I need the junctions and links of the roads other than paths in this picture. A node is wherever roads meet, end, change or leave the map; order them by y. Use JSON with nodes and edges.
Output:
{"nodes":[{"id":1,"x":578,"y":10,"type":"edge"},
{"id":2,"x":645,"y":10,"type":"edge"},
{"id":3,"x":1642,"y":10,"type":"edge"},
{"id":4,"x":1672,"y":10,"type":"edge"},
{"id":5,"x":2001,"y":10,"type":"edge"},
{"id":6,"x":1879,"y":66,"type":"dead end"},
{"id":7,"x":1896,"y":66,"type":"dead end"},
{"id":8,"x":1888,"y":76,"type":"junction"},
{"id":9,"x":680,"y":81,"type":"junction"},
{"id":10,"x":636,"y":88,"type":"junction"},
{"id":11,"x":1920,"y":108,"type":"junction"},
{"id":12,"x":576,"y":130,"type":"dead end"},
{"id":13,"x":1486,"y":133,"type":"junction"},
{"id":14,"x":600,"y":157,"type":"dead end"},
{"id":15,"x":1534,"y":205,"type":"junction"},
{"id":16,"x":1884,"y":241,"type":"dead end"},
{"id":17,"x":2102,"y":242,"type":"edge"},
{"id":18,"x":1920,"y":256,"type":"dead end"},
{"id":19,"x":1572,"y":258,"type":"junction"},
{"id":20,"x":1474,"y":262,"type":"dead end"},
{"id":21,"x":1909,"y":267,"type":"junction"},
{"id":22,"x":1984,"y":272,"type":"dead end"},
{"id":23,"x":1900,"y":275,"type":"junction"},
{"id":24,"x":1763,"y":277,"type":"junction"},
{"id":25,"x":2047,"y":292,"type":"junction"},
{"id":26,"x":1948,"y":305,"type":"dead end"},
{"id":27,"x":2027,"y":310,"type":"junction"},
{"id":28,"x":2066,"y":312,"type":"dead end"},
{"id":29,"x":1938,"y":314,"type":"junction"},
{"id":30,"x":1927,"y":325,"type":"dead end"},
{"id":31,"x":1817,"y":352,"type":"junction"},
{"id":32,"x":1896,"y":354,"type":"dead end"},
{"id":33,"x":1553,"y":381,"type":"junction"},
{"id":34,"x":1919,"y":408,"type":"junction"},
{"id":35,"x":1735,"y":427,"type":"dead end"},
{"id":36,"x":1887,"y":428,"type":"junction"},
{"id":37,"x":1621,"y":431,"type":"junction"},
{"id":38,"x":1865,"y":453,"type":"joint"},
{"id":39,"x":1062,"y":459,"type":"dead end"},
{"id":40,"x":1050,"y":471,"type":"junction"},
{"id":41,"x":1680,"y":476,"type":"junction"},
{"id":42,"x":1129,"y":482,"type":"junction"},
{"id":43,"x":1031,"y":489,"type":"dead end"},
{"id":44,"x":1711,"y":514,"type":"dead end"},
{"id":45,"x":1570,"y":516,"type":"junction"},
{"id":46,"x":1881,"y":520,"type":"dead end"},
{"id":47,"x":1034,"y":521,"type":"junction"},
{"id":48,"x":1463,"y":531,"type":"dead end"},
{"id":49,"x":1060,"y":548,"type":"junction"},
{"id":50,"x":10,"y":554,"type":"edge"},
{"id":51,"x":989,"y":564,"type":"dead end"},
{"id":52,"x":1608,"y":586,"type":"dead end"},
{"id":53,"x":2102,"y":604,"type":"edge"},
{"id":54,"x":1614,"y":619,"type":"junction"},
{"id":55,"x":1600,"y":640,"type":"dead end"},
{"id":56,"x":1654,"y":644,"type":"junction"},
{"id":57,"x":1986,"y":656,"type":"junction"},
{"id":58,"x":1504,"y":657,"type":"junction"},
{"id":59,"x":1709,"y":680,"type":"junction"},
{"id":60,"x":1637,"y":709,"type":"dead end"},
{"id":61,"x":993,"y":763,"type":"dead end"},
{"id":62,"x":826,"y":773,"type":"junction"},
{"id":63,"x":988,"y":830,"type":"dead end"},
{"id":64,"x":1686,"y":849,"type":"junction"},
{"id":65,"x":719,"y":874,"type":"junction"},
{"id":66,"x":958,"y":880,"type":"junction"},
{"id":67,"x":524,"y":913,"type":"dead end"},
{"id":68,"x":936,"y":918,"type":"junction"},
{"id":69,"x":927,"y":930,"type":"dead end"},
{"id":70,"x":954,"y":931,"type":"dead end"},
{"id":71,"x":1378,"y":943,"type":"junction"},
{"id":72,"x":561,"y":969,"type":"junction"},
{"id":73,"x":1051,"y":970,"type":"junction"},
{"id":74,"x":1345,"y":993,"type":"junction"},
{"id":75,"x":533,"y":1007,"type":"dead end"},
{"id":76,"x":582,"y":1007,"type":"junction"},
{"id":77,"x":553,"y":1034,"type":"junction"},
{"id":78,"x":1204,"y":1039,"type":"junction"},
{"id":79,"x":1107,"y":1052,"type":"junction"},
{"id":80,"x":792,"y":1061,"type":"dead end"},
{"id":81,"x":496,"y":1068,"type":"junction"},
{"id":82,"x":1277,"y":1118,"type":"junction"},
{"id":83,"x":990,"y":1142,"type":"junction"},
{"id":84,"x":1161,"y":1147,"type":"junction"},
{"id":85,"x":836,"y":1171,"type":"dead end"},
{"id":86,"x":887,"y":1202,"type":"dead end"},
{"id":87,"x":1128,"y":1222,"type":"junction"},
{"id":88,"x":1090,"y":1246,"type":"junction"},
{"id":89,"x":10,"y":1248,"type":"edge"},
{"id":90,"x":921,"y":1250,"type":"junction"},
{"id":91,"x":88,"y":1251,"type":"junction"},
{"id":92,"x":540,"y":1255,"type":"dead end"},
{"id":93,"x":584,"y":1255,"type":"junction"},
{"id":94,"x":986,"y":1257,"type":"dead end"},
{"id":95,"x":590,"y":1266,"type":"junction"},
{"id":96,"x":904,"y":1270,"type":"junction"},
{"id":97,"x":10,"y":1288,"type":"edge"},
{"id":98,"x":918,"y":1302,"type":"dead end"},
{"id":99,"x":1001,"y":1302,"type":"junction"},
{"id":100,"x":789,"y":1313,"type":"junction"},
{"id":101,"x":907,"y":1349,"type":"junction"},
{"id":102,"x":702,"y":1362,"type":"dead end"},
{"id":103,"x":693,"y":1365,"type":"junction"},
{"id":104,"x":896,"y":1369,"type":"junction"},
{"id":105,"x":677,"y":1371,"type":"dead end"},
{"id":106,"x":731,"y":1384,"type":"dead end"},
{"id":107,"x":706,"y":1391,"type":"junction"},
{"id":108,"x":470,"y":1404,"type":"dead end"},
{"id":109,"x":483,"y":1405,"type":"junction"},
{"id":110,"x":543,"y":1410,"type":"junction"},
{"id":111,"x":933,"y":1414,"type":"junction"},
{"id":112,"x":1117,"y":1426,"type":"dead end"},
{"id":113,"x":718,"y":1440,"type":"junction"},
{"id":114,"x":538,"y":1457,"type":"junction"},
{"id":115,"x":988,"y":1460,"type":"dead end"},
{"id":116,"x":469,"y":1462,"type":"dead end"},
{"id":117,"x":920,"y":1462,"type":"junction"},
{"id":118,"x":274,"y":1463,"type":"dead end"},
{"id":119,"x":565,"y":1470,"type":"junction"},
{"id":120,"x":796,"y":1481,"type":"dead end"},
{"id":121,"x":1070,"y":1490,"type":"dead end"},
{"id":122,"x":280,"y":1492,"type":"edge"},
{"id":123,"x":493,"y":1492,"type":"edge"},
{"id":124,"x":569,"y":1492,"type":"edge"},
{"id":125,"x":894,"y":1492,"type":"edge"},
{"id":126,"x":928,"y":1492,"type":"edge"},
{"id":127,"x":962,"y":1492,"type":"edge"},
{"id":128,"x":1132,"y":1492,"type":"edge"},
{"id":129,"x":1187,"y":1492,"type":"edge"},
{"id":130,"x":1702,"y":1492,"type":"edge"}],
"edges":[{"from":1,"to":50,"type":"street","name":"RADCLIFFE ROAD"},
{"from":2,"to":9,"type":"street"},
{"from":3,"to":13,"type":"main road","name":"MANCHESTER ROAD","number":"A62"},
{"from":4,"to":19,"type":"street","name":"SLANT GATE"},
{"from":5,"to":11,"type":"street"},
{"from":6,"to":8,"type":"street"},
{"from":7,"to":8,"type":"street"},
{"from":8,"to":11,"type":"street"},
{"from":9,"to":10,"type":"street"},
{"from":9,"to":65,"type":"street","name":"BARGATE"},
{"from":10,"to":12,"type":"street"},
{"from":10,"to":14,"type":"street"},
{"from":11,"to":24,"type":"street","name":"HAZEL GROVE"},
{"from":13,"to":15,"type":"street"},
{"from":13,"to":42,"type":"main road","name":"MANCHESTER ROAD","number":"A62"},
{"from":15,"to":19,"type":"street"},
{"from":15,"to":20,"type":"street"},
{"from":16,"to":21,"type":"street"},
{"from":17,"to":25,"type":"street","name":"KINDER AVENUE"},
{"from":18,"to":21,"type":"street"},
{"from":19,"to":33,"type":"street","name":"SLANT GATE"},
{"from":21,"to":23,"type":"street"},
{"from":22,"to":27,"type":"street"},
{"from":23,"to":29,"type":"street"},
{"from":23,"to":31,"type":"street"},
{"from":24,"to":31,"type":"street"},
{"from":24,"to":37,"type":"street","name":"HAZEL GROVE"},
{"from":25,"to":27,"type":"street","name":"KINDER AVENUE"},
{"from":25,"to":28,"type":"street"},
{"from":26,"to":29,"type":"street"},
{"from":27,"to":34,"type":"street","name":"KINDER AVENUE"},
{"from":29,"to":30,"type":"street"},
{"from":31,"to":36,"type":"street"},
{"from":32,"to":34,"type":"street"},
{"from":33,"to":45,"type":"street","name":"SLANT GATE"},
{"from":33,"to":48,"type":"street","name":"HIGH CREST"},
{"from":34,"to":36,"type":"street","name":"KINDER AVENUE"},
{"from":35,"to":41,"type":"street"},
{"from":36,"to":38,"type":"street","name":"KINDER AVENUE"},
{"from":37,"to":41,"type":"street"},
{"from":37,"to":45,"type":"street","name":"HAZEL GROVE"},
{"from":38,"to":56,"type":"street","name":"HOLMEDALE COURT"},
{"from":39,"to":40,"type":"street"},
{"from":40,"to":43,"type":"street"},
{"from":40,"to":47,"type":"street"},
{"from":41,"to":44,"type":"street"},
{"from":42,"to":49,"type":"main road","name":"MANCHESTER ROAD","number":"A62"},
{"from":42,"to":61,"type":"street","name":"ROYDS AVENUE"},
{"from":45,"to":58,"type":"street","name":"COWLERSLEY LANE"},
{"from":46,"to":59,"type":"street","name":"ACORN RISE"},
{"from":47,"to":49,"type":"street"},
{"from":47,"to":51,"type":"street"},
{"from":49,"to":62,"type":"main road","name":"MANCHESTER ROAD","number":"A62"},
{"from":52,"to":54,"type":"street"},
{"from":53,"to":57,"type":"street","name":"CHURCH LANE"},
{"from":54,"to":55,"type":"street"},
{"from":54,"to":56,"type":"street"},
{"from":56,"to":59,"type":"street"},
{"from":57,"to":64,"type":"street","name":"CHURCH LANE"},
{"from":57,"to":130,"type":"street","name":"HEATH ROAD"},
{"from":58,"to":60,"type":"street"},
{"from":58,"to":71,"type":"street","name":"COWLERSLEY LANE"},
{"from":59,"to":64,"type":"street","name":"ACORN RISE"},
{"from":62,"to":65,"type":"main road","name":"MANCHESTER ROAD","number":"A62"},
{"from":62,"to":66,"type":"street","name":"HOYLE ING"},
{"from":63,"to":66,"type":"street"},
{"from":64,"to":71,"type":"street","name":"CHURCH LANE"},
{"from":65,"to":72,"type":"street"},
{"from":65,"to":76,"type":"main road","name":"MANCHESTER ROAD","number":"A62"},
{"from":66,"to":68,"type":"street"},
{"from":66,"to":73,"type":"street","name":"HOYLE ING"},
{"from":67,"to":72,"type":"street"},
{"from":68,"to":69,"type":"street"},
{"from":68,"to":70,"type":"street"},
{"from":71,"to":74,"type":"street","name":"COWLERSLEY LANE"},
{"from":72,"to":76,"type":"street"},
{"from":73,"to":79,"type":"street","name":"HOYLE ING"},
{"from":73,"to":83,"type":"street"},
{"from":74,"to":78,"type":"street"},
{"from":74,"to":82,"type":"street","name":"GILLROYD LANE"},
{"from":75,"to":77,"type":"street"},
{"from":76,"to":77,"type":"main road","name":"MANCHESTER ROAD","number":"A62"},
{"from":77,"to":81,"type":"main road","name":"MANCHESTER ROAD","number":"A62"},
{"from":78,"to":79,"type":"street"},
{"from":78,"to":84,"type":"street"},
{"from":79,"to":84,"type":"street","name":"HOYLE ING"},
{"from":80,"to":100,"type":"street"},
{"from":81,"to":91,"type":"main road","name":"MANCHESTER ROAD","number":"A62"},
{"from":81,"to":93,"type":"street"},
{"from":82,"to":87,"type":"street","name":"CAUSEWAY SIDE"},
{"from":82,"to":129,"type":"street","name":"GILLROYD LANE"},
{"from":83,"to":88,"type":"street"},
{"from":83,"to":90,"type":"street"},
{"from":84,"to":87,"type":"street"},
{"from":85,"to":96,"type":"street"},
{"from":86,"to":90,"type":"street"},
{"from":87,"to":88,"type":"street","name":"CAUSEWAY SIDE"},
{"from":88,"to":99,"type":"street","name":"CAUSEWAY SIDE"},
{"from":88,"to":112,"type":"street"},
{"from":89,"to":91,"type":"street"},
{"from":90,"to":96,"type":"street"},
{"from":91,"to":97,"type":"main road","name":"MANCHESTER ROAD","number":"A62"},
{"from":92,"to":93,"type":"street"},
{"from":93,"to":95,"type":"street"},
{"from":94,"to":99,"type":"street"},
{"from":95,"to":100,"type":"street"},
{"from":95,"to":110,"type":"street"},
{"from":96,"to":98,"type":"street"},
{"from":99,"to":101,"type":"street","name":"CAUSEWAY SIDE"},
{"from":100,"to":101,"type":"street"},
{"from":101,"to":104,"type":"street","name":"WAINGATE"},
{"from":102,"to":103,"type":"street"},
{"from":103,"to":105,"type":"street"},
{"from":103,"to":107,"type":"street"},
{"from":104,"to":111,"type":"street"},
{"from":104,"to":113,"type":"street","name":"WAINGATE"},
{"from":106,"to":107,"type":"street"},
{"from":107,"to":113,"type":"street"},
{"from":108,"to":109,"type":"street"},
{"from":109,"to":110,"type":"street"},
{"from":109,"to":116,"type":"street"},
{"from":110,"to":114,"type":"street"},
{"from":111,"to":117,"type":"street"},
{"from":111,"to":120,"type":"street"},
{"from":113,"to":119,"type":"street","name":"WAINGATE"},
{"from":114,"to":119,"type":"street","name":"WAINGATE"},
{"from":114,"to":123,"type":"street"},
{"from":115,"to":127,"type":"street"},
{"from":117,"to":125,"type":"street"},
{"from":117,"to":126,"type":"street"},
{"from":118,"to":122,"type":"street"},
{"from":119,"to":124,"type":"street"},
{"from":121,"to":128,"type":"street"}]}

──────────────────────────────

Exercise: Tally up the lines in the preceding listing that contain the string "ACORN". Respond with the number and nothing else.

Solution for this task: 2